Действительно, эмпирический человек живет в нефиксируемых им рамках биографии, он не наблюдает ни начала, ни конца своей жизни, захвачен процессом бывания. Коль скоро смерть, а не жизнь окаймляет биографическое целое «я», смерть осознается трансцендентной загадкой, хотя по эмпирической наглядности (заданности) она таковой не является, но «есть» как неизбежность. Наше о ней знание качества неизбежности упразднить не может (даже возврат из смерти как эмпирическое чудо или «случай» не отменяют доли смертного: четырехдневный Лазарь опять умер, как все люди). Эмпирическая смертность живого не загадочна, ибо в ней, внутри фиксированной опытом общей судьбы, нет еще полноты практики Провидения (загадочного по определению). Трансцендентная загадка смерти оформляется, когда ее начинают понимать как иное жизни. О каких поступках может идти речь применительно к «той» жизни? Но речь идет, ибо в смертную судьбу человека вносится фабульный (событийно протяженный) вектор посмертного бывания в его трансцендентных качествах. Смерть в акценте конечного перестала удовлетворять мысль и стала бесконечной, обнаружила типы и структуры, стала жизненной проблемой. Теперь вопрос о смерти – это вопрос о смысле смерти, а мертвого смысла не бывает. Бесконечная смерть – амбивалентный перевертыш бесконечной жизни.
У Достоевского уже было преодолено смущение перед тем фактом, что смерть не объективируется в режиме автономной феноменологии и что она – в ряду метаспецификаций и метапредификаций. Именно по той причине, что ее нельзя «взять в руки», позитивистская философия поторопилась «закрыть» проблему, отдав ее естественникам – биологам и физиологам, спецам по страху смерти.
Линия развития аскетического опыта борьбы со смертью то сходится, то расходится в русской культуре с линией эстетической иммортологии.
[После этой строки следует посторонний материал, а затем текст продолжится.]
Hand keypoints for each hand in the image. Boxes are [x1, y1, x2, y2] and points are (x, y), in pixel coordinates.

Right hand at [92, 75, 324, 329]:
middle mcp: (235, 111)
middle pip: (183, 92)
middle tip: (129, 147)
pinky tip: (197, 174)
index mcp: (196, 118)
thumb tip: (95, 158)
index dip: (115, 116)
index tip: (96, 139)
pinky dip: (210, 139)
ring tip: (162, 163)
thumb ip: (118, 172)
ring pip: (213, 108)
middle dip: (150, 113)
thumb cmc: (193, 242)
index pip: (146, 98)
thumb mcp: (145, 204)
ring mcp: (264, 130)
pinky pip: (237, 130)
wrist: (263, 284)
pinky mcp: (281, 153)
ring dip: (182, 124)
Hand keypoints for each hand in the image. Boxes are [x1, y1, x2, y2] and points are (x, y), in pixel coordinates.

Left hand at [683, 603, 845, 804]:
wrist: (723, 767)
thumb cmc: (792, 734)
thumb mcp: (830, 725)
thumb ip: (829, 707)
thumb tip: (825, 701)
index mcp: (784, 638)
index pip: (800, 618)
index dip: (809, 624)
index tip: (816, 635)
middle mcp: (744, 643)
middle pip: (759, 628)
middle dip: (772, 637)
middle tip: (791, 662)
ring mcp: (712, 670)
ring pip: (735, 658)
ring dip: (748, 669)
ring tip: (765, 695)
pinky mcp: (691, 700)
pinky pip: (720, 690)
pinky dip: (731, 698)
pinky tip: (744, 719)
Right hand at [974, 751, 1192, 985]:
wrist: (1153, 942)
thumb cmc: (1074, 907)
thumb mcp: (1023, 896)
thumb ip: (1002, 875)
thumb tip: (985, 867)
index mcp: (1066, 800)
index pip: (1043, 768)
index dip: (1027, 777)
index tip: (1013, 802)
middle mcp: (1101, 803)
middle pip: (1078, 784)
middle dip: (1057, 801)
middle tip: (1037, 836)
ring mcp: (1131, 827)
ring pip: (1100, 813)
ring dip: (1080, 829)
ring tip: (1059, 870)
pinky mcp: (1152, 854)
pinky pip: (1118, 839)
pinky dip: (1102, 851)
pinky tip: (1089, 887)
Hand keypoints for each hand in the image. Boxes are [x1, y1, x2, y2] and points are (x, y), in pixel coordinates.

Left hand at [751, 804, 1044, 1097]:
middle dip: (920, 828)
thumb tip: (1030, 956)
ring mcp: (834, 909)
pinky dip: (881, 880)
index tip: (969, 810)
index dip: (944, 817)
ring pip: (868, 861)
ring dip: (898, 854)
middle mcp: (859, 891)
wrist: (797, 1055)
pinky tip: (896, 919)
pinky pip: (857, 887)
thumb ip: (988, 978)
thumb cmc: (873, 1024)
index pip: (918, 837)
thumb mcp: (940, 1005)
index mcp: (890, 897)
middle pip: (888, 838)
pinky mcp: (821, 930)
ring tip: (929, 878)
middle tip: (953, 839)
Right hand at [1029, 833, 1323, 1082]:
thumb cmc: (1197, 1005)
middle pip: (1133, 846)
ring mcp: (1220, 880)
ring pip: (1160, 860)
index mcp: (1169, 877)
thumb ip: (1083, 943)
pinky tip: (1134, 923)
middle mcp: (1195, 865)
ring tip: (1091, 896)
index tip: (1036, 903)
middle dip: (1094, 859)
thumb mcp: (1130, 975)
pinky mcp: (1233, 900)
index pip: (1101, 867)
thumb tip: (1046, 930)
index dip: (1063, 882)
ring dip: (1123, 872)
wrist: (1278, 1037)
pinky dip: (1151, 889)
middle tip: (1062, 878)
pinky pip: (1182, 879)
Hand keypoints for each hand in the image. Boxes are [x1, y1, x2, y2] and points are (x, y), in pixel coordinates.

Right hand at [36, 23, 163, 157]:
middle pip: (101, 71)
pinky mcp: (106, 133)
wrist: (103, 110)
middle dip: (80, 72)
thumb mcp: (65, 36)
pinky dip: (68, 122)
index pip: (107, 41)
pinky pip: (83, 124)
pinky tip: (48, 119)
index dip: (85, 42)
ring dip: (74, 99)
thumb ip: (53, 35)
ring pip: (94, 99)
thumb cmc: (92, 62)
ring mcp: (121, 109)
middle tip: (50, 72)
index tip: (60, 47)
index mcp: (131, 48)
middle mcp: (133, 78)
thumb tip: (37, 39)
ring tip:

Демонстративно-секулярный характер пушкинской эпохи исключит встречу великого поэта и великого подвижника – преподобного Серафима Саровского (1759–1833)13. Обращение позднего Гоголя к мистической литературе и плохо понятому православию превратило в пепел второй том эпопеи, вместо которого написались «Выбранные места…» – книга сомнительной реализации мессианского порыва. В келье Оптиной пустыни закончилась биография К. Н. Леонтьева. Уже не-писателем ушел из Ясной Поляны великий и наивный догматоборец. И лишь в Ф. М. Достоевском соборный опыт Церкви в адекватном ему диалоге с личным опытом богопознания дал России явление христианского гуманизма. Никогда еще голос тоскующей смертной твари не обретал такой звенящей напряженности вопля, с которым взыскание бессмертия стало главным делом жизни и центральным вопросом космодицеи. Если нет бессмертия, то весь мир – насмешка над человеком (исповедь Ипполита в «Идиоте», 1868). Смерть перечеркивает смысл бытия, и герой «Карамазовых» готов «вернуть билет» Творцу. Шатов в «Бесах» (1871–1872) затевает люциферианский онтологический бунт против Бога, который вышвырнул первых прекрасных детей человечества в трудный и смертный мир. Ситуация изгнания из Рая травестируется устами героя. Реплика ветхозаветного Змия Эдемского «вы будете, как боги» (Быт. 3, 5) обретает вид: «Ко смеет убить себя, тот бог». Богоборческую транскрипцию получает и пасхальная формула «смертию смерть поправ»: «В камне боли нет, но в страхе от камня есть боль. Бог есть боль страха смерти. Кто поборол боль и страх, тот сам станет бог. <…> Всякий, кто хочет главной свободы, тот должен сметь убить себя»14. Интонации европейской философии отчаяния уже прозвучали здесь15. Отчаяние в перспективе последней смерти (взамен бессмертия ценою бунта) – это обратная сторона богоборческого энтузиазма личности, обнаружившей себя на безблагодатной земле и под безмолвствующим небом. Нет залогов от небес.